■ Action item ■
Collect all lines below with the string "خیابان".
------------------------------
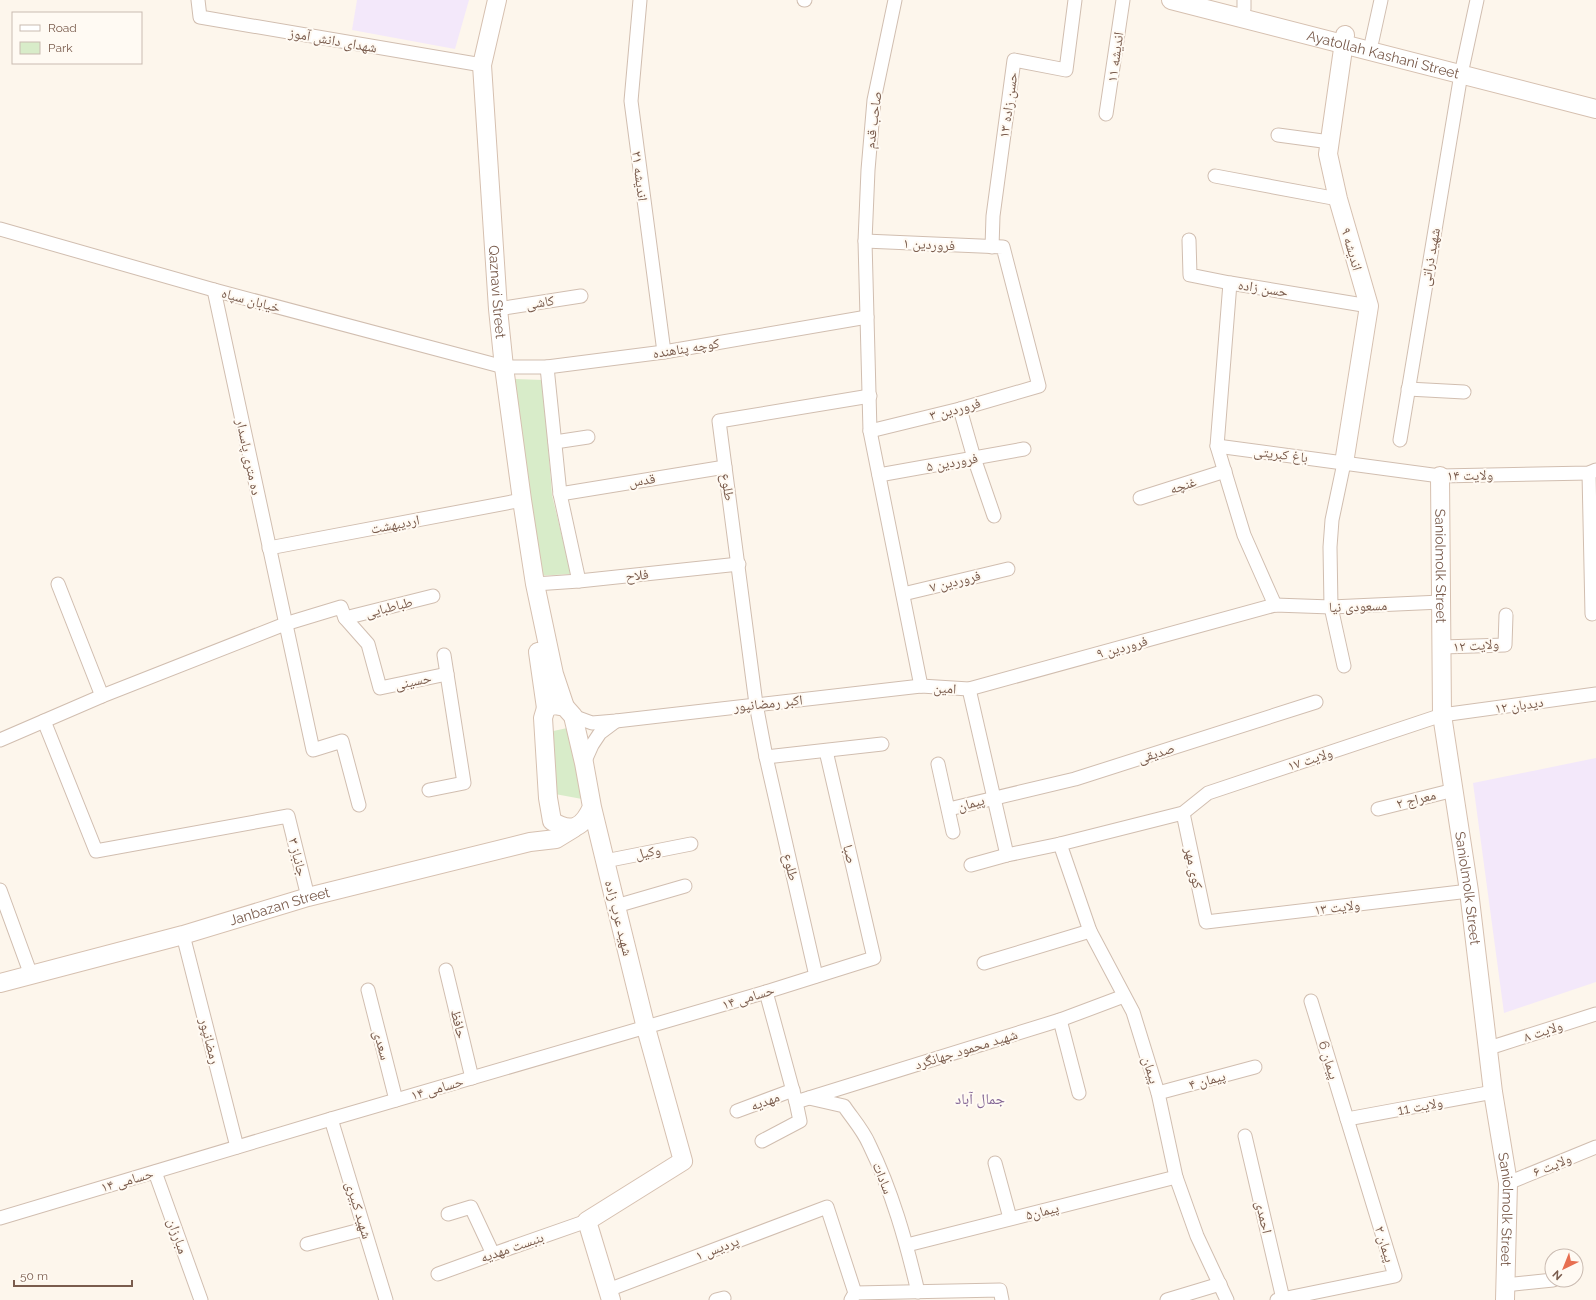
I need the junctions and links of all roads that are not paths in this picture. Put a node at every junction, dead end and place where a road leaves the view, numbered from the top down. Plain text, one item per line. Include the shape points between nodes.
1 (198, 0) edge
2 (497, 0) edge
3 (640, 0) edge
4 (895, 0) edge
5 (1075, 0) edge
6 (1123, 0) edge
7 (1171, 0) edge
8 (1210, 0) edge
9 (1381, 0) edge
10 (1477, 0) edge
11 (1244, 4) edge
12 (1344, 40) junction
13 (1372, 41) junction
14 (482, 65) junction
15 (1462, 70) junction
16 (1596, 99) edge
17 (1596, 109) edge
18 (1106, 114) dead end
19 (1278, 135) dead end
20 (1330, 142) junction
21 (1216, 176) dead end
22 (1338, 198) junction
23 (0, 229) edge
24 (1189, 240) dead end
25 (865, 241) junction
26 (992, 247) junction
27 (1230, 283) junction
28 (214, 290) junction
29 (581, 296) dead end
30 (1369, 306) junction
31 (498, 309) junction
32 (867, 317) junction
33 (664, 352) junction
34 (504, 367) junction
35 (547, 367) junction
36 (1408, 389) junction
37 (1464, 392) dead end
38 (870, 396) junction
39 (960, 409) junction
40 (870, 431) junction
41 (588, 437) dead end
42 (1400, 440) dead end
43 (555, 442) junction
44 (1217, 446) junction
45 (1024, 449) dead end
46 (974, 458) junction
47 (1344, 463) junction
48 (725, 467) junction
49 (1225, 471) junction
50 (1592, 472) edge
51 (879, 475) junction
52 (1440, 476) junction
53 (560, 494) junction
54 (1140, 498) dead end
55 (522, 500) junction
56 (994, 516) dead end
57 (268, 548) junction
58 (739, 564) junction
59 (1008, 569) dead end
60 (579, 581) junction
61 (58, 584) dead end
62 (535, 584) junction
63 (903, 594) junction
64 (433, 596) dead end
65 (1441, 602) junction
66 (1275, 605) junction
67 (1331, 607) junction
68 (1592, 614) dead end
69 (1506, 615) dead end
70 (345, 618) junction
71 (285, 624) junction
72 (1442, 647) junction
73 (444, 655) dead end
74 (1344, 666) dead end
75 (447, 674) junction
76 (921, 686) junction
77 (969, 689) junction
78 (1596, 694) edge
79 (102, 696) junction
80 (1316, 702) dead end
81 (756, 704) junction
82 (546, 708) junction
83 (569, 711) junction
84 (1442, 715) junction
85 (44, 721) junction
86 (616, 721) junction
87 (0, 740) edge
88 (882, 744) dead end
89 (826, 751) junction
90 (766, 757) junction
91 (584, 763) junction
92 (938, 764) dead end
93 (429, 790) dead end
94 (1454, 790) junction
95 (994, 798) junction
96 (359, 805) dead end
97 (592, 807) junction
98 (949, 809) junction
99 (1378, 809) dead end
100 (1183, 813) junction
101 (552, 821) junction
102 (574, 828) junction
103 (954, 832) dead end
104 (530, 842) junction
105 (691, 844) dead end
106 (1060, 844) junction
107 (1007, 855) junction
108 (605, 861) junction
109 (971, 865) dead end
110 (685, 886) dead end
111 (0, 890) edge
112 (1469, 891) junction
113 (308, 897) junction
114 (616, 906) junction
115 (1206, 922) joint
116 (1090, 931) junction
117 (183, 935) junction
118 (874, 958) joint
119 (984, 963) dead end
120 (446, 970) dead end
121 (31, 975) junction
122 (816, 976) junction
123 (0, 983) edge
124 (368, 990) dead end
125 (766, 992) junction
126 (1124, 996) junction
127 (1311, 1001) dead end
128 (1596, 1014) edge
129 (1060, 1020) junction
130 (646, 1028) junction
131 (1489, 1048) junction
132 (1255, 1066) dead end
133 (472, 1078) junction
134 (1493, 1092) junction
135 (1079, 1093) dead end
136 (1158, 1093) junction
137 (798, 1097) junction
138 (396, 1100) junction
139 (737, 1111) dead end
140 (331, 1119) junction
141 (1347, 1119) junction
142 (1245, 1136) dead end
143 (762, 1141) dead end
144 (237, 1147) junction
145 (1596, 1147) edge
146 (995, 1163) dead end
147 (155, 1172) junction
148 (1176, 1177) junction
149 (1508, 1183) junction
150 (448, 1214) dead end
151 (0, 1218) edge
152 (1010, 1218) junction
153 (587, 1221) junction
154 (364, 1229) junction
155 (307, 1244) dead end
156 (907, 1245) junction
157 (493, 1254) junction
158 (438, 1274) dead end
159 (1544, 1282) edge
160 (1220, 1284) junction
161 (918, 1292) junction
162 (1505, 1292) edge
163 (609, 1295) edge
164 (875, 1296) edge
165 (853, 1297) edge
166 (1280, 1299) edge
167 (201, 1300) edge
168 (386, 1300) edge
169 (1002, 1300) edge
170 (1167, 1300) edge
171 (1227, 1300) edge

1 - 14 street, شهدای دانش آموز via 200,17
2 - 14 street, Qaznavi Street
3 - 33 street, اندیشه ۲۱ via 631,102
4 - 25 street, صاحب قدم via 874,100
5 - 26 street, حسن زاده ۱۳ via 1066,70 1014,60 993,216
6 - 18 street, اندیشه ۱۱
7 - 12 street, Ayatollah Kashani Street
8 - 11 street, Ayatollah Kashani Street
9 - 13 street
10 - 15 street, شهید ذراتی
11 - 12 street, Ayatollah Kashani Street
12 - 13 street, Ayatollah Kashani Street
12 - 15 street, Ayatollah Kashani Street
12 - 20 street, اندیشه ۹
13 - 15 street, Ayatollah Kashani Street
14 - 31 street, Qaznavi Street
15 - 16 street, Ayatollah Kashani Street
15 - 17 street, Ayatollah Kashani Street
15 - 36 street, شهید ذراتی
19 - 20 street
20 - 22 street, اندیشه ۹ via 1328,154
21 - 22 street
22 - 30 street, اندیشه ۹
23 - 28 street, خیابان سپاه
24 - 27 street, حسن زاده via 1190,275
25 - 26 street, فروردین ۱
25 - 32 street, صاحب قدم
26 - 39 street, فروردین ۳ via 1003,247 1039,386
27 - 30 street, حسن زاده
27 - 44 street
28 - 34 street, خیابان سپاه
28 - 57 street, ده متری پاسدار
29 - 31 street, کاشی
30 - 47 street, اندیشه ۹
31 - 34 street, Qaznavi Street
32 - 33 street, کوچه پناهنده
32 - 38 street, صاحب قدم
33 - 35 street, کوچه پناهنده
34 - 35 street, کوچه پناهنده
34 - 55 street, Qaznavi Street
35 - 43 street
36 - 37 street
36 - 42 street, شهید ذراتی
38 - 40 street, صاحب قدم
38 - 48 street, طلوع via 719,421
39 - 40 street, فروردین ۳
39 - 46 street
40 - 51 street, صاحب قدم
41 - 43 street
43 - 53 street
44 - 47 street, باغ کبریتی
44 - 49 street
45 - 46 street, فروردین ۵
46 - 51 street, فروردین ۵
46 - 56 street
47 - 52 street, ولایت ۱۴
47 - 67 street via 1332,520
48 - 53 street, قدس
48 - 58 street, طلوع
49 - 54 street, غنچه
49 - 66 street via 1244,535
50 - 52 street, ولایت ۱۴
50 - 68 street
51 - 63 street, صاحب قدم
52 - 65 street, Saniolmolk Street
53 - 60 street
55 - 57 street, اردیبهشت
55 - 62 street, Qaznavi Street
57 - 71 street, ده متری پاسدار
58 - 60 street, فلاح
58 - 81 street, طلوع
59 - 63 street, فروردین ۷
60 - 62 street, فلاح
61 - 79 street
62 - 82 street via 538,655
62 - 83 street, شهید عرب زاده via 554,674
63 - 76 street, صاحب قدم
64 - 70 street, طباطبایی
65 - 67 street, مسعودی نیا
65 - 72 street, Saniolmolk Street
66 - 67 street, مسعودی نیا
66 - 77 street, فروردین ۹
67 - 74 street
69 - 72 street, ولایت ۱۲ via 1505,645
70 - 71 street via 341,608
70 - 75 street, حسینی via 368,644 380,688
71 - 79 street
71 - 96 street, ده متری پاسدار via 313,750 342,741
72 - 84 street, Saniolmolk Street
73 - 75 street
75 - 93 street via 464,783
76 - 77 street, امین
76 - 81 street, اکبر رمضانپور
77 - 95 street
78 - 84 street, دیدبان ۱۲
79 - 85 street
80 - 95 street, صدیقی via 1075,779
81 - 86 street, اکبر رمضانپور
81 - 90 street, طلوع
82 - 83 street via 554,705
82 - 101 street via 543,718
83 - 86 street, اکبر رمضانپور via 592,723
83 - 91 street, شهید عرب زاده
84 - 94 street, Saniolmolk Street
84 - 100 street, ولایت ۱۷ via 1208,793
85 - 87 street
85 - 113 street, جانباز ۳ via 96,851 288,816
86 - 91 street via 600,733
88 - 89 street
89 - 90 street
89 - 118 street, صبا
90 - 122 street, طلوع
91 - 97 street, شهید عرب زاده
92 - 98 street
94 - 99 street, معراج ۲
94 - 112 street, Saniolmolk Street
95 - 98 street, پیمان
95 - 107 street
97 - 102 street via 586,820
97 - 108 street, شهید عرب زاده
98 - 103 street
100 - 106 street
100 - 115 street, کوی مهر
101 - 102 street via 562,827
101 - 104 street, Janbazan Street
102 - 104 street via 556,839
104 - 113 street, Janbazan Street
105 - 108 street, وکیل
106 - 107 street
106 - 116 street, پیمان
107 - 109 street
108 - 114 street, شهید عرب زاده
110 - 114 street
111 - 121 street
112 - 115 street, ولایت ۱۳
112 - 131 street, Saniolmolk Street
113 - 117 street, Janbazan Street
114 - 130 street, شهید عرب زاده
116 - 119 street
116 - 126 street, پیمان
117 - 121 street, Janbazan Street
117 - 144 street, رمضانپور
118 - 122 street, حسامی ۱۴
120 - 133 street, حافظ
121 - 123 street, Janbazan Street
122 - 125 street, حسامی ۱۴
124 - 138 street, سعدی
125 - 130 street, حسامی ۱۴
125 - 137 street
126 - 129 street, شهید محمود جهانگرد
126 - 136 street, پیمان via 1133,1012
127 - 141 street, پیمان 6
128 - 131 street, ولایت ۸
129 - 135 street
129 - 137 street, شهید محمود جهانگرد
130 - 133 street, حسامی ۱۴
130 - 153 street, شهید عرب زاده via 683,1161
131 - 134 street, Saniolmolk Street
132 - 136 street, پیمان ۴
133 - 138 street, حسامی ۱۴
134 - 141 street, ولایت 11
134 - 149 street, Saniolmolk Street
136 - 148 street, پیمان
137 - 139 street, مهدیه
137 - 143 street via 800,1121
137 - 156 street, سادات via 844,1106 869,1142
138 - 140 street, حسامی ۱۴
140 - 144 street, حسامی ۱۴
140 - 154 street, شهید کبیری
141 - 166 street, پیمان ۲ via 1395,1276
142 - 166 street, احمدی
144 - 147 street, حسامی ۱۴
145 - 149 street, ولایت ۶
146 - 152 street
147 - 151 street, حسامی ۱۴
147 - 167 street, مبارزان
148 - 152 street, پیمان۵
148 - 160 street, پیمان via 1197,1236
149 - 162 street, Saniolmolk Street
150 - 157 street via 471,1207
152 - 156 street, پیمان۵
153 - 157 street, بنبست مهدیه
153 - 163 street
154 - 155 street
154 - 168 street, شهید کبیری
156 - 161 street, سادات
157 - 158 street, بنبست مهدیه
159 - 162 street
160 - 170 street
160 - 171 street, پیمان
161 - 164 street
161 - 169 street via 1000,1290
163 - 165 street, پردیس ۱ via 827,1206
164 - 165 street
------------------------------
■ Answer to the exercise ■
23 - 28 street, خیابان سپاه
28 - 34 street, خیابان سپاه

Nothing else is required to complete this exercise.